Like Heather. There were acres and acres of land on Heather’s farm and land was something Adrienne coveted. In the summers they explored every inch of that farm and imagined themselves as wild horses while running alongside the real ones through the pastures and over the soft ground of the woods with their long white and gold manes flying out behind them.

They ran with the lust of children while the sun pressed down on their heads. They ran for the pure joy of feeling their bodies working…bodies that were still new to them. To Adrienne there was nothing in the world but that moment, the two of them running, their awkward long limbs moving them with grace over the land.

There was Laurie, a friend because she was an outsider too, only for different reasons. She was freakishly tall and large, with a veritable afro of red hair punctuated by a full-body covering of densely packed freckles. She towered over the other children, foreign and wild and large. Despite all this, she was kind and ridiculously happy. Adrienne secretly thought her a fool, but never said so. She needed someone to share a swing with on the playground.
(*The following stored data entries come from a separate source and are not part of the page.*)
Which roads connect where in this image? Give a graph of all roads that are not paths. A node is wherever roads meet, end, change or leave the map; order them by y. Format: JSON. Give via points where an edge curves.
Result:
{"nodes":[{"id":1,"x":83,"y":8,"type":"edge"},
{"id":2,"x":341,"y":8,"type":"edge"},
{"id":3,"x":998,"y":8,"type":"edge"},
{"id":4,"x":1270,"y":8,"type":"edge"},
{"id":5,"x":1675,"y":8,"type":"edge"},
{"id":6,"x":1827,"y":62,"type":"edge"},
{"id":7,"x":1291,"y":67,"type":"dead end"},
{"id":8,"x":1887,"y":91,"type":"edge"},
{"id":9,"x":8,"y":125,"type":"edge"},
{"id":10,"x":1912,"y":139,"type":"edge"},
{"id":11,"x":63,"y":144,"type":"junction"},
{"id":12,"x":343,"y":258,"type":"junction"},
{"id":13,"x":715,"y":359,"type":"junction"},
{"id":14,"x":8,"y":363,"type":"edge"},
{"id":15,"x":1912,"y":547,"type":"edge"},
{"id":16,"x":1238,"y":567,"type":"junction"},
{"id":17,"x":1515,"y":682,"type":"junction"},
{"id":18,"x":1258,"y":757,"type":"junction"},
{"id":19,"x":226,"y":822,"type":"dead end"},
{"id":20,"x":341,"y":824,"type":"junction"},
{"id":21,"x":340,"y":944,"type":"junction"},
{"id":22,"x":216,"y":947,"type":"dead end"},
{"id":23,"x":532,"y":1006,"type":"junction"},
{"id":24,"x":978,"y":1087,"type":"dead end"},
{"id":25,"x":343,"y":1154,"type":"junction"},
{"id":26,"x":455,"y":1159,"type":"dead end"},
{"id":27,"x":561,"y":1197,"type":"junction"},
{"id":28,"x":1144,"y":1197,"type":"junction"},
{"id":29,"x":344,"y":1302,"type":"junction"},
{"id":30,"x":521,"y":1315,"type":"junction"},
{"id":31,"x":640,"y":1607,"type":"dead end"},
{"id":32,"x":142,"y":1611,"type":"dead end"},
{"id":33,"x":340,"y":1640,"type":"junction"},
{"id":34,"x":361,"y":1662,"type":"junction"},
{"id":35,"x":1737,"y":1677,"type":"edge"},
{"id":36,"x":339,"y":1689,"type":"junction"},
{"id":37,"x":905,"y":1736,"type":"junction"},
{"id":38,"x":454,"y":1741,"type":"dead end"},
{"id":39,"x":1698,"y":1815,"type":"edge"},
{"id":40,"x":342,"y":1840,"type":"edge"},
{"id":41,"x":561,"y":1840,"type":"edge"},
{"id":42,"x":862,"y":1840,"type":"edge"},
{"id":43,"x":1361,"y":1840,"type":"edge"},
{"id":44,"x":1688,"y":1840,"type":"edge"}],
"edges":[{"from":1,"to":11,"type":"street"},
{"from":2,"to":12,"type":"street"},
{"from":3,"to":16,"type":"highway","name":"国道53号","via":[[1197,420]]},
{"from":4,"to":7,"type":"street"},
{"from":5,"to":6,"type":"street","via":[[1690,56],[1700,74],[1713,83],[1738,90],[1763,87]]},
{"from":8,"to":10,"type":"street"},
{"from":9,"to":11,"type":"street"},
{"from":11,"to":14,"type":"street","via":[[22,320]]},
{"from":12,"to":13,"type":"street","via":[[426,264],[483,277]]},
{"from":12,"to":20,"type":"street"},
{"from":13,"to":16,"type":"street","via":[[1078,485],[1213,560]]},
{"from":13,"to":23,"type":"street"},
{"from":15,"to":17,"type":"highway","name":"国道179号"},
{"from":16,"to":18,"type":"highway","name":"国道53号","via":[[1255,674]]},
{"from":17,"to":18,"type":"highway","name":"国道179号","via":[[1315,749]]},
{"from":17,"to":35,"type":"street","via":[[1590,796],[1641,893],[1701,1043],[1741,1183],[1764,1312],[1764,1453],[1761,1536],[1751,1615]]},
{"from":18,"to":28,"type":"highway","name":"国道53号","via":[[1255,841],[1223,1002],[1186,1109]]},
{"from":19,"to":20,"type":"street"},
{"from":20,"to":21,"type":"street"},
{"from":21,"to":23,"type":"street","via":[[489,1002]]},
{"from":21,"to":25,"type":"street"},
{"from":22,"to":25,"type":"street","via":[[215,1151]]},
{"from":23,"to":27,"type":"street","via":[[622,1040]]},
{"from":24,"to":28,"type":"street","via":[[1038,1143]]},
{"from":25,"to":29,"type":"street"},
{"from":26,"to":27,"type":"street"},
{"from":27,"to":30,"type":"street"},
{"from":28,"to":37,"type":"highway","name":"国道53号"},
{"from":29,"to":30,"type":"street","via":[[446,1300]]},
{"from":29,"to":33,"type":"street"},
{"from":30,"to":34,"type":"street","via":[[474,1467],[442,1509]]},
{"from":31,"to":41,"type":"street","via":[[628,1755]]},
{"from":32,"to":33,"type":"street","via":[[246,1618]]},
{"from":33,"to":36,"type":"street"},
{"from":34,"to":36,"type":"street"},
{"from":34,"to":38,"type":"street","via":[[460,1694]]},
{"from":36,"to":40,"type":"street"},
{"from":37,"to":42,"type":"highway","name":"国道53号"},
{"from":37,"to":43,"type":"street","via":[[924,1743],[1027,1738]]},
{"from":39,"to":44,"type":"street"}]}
With Dawn, Adrienne discovered the body, the way children do. They were friends out of an unspoken pact of secrecy and nothing more.

Robbie, her first crush, and one hell of a kid, was the only one she considered a real friend. Only Robbie wouldn’t talk to her in school. Pretended not to know her. He could forgive that Adrienne climbed trees better than any boy he knew or that she made him wind her up on that contraption she had hanging out of a tree made up of an old bouncy horse and some rope. She always wanted to spin faster, and he would wind her up on that thing so tight that Adrienne’s head almost touched the branch where the rope was tied. Then he’d let her loose, while she hung on with all her little fiery might, head pulled in and her voice screaming and squealing with equal parts terror and delight. He could forgive her fascination of spiders and insects. He could even forgive her weird habit of scouting for dead animals that needed a proper burial under the willow tree, but he couldn’t forgive that she was a girl, and boys and girls just simply couldn’t be friends. Not in school anyway.

This hurt her deeply. Robbie wasn’t a silly, vulgar, mean-spirited kid with a dull brain. He had thoughts, good ones, and he talked about them with her (on the weekends, of course).

“Do you suppose animals go to heaven too?”, he asked her once, looking at her back all hunched over the newest grave she was digging for a dead mother squirrel she had just found on the road.

“I don’t believe in Heaven,” she grunted.

“Well that’s dumb,” he shot back, and Adrienne threw a fistful of dirt straight at his head.